Trudno uwierzyć, że bardzo rozbudowany projekt zmian w ustawie o grach będzie gotowy w rzeczone dwa tygodnie. Ale nawet jeśli cud nastąpi, to Sejm na pewno nie posłucha prośby Tuska o przyjęcie ustawy bez poprawek. Opozycja wykorzysta debatę do grillowania PO i Tuska. Ale też posłom i opinii publicznej należy się normalna, a nie w trybie pilnym, debata nad kontrowersyjnymi zmianami. Nikt o zdrowych zmysłach nie broni bezhołowia, jakie panuje na groźnym społecznie rynku hazardowym.
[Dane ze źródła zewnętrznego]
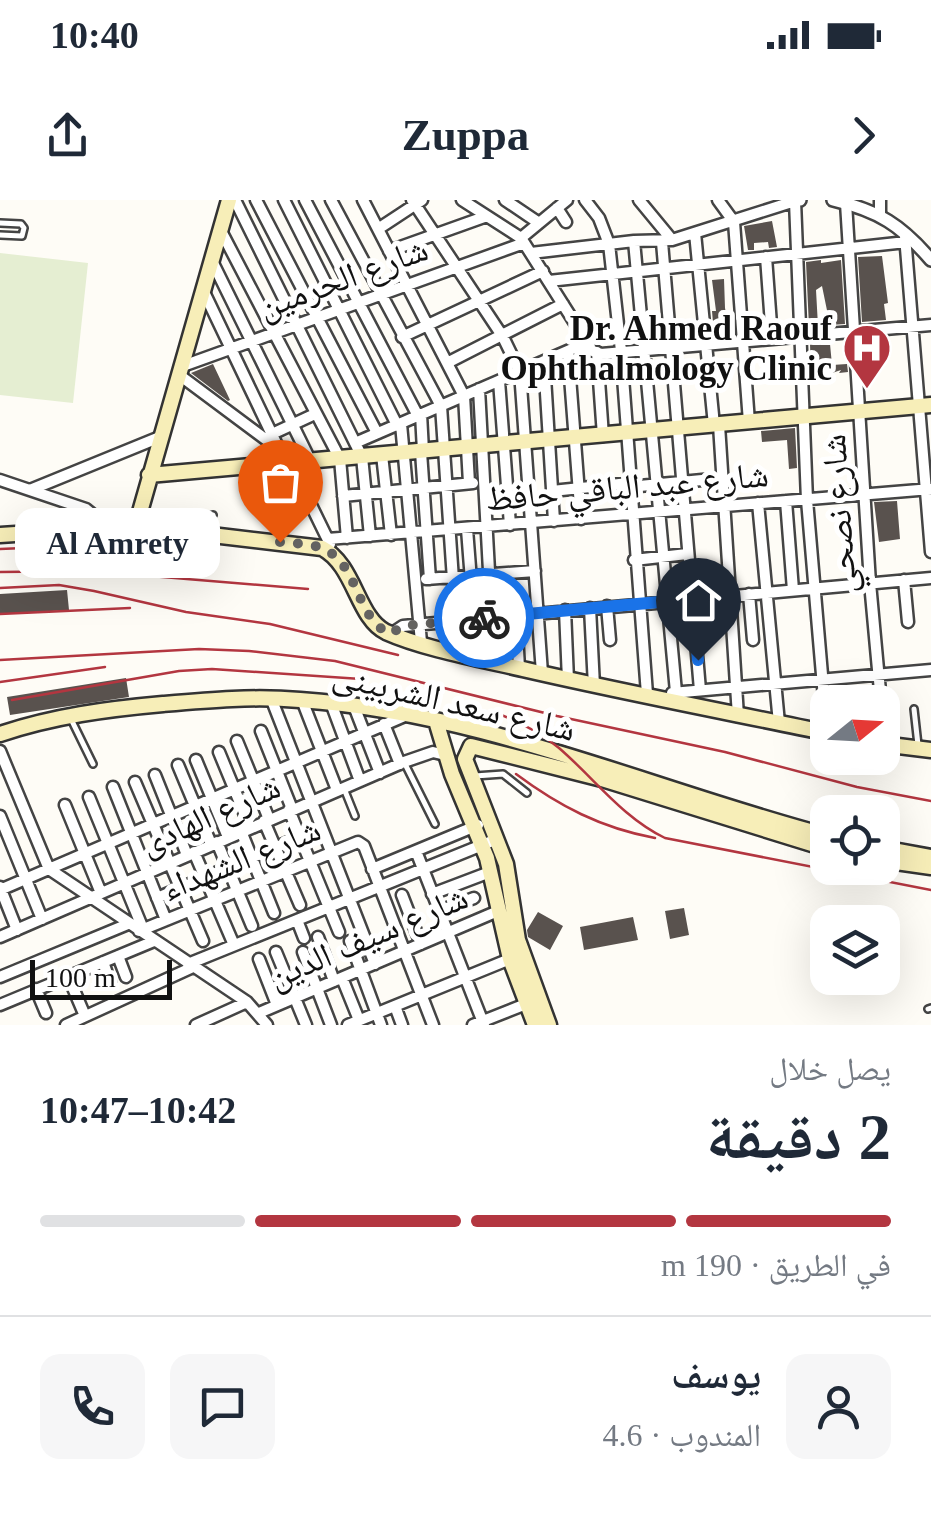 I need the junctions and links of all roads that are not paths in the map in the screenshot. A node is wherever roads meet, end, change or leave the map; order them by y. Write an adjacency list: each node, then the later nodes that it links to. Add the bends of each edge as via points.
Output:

Ale idąc jak Tusk na krucjatę, można wylać dziecko z kąpielą. Mowa o zagrożeniu autorytetu państwa, jeśli nowego prawa nie da się wyegzekwować, a jednocześnie nastąpi niekontrolowany rozwój czarnego rynku gier. Mowa też o szeroko pojętych skutkach wprowadzenia zmian – np. dla klubów sportowych, które dotąd były legalnie i hojnie sponsorowane przez firmy hazardowe.

Reklama

Sławomir Nowak powiedział wczoraj w Tok FM, że ci, którzy zakwestionują pomysły PO na walkę z hazardem, ujawniają się jako lobbyści. No to się ujawniamy. Będziemy na łamach DGP dalej lobbować, by politycy nie składali obietnic, które mają mikre szanse na realizację.